═════ Input for this task

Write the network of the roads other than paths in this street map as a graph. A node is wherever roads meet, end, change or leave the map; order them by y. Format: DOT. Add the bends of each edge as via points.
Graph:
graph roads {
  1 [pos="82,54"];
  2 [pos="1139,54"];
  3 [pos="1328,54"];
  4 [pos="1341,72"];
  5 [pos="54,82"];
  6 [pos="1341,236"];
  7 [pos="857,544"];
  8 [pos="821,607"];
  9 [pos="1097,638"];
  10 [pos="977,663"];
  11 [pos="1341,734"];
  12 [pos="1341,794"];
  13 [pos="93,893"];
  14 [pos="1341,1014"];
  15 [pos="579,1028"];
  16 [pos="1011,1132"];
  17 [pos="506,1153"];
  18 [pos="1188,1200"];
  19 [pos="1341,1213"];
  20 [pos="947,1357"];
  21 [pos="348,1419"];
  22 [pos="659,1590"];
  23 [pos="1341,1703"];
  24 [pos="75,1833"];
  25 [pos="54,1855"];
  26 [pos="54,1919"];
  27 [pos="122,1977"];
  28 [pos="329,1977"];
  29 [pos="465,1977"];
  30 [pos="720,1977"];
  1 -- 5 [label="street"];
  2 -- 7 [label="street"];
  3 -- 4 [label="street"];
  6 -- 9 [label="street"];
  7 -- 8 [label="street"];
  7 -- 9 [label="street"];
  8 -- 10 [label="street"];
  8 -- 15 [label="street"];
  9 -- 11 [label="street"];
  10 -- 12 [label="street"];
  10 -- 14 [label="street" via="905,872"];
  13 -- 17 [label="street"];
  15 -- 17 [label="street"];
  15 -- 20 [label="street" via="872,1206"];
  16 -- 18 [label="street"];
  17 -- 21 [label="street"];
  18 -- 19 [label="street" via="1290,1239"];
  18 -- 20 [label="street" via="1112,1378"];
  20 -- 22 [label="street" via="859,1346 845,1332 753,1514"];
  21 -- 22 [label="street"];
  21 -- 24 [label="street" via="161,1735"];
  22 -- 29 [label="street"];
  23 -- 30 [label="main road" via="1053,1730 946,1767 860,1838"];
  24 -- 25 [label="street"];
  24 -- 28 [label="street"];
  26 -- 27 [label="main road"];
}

══════════

● **What to produce**
From the listing above, return every line that contains the word "main".

● **Reply to the exercise**
  23 -- 30 [label="main road" via="1053,1730 946,1767 860,1838"];
  26 -- 27 [label="main road"];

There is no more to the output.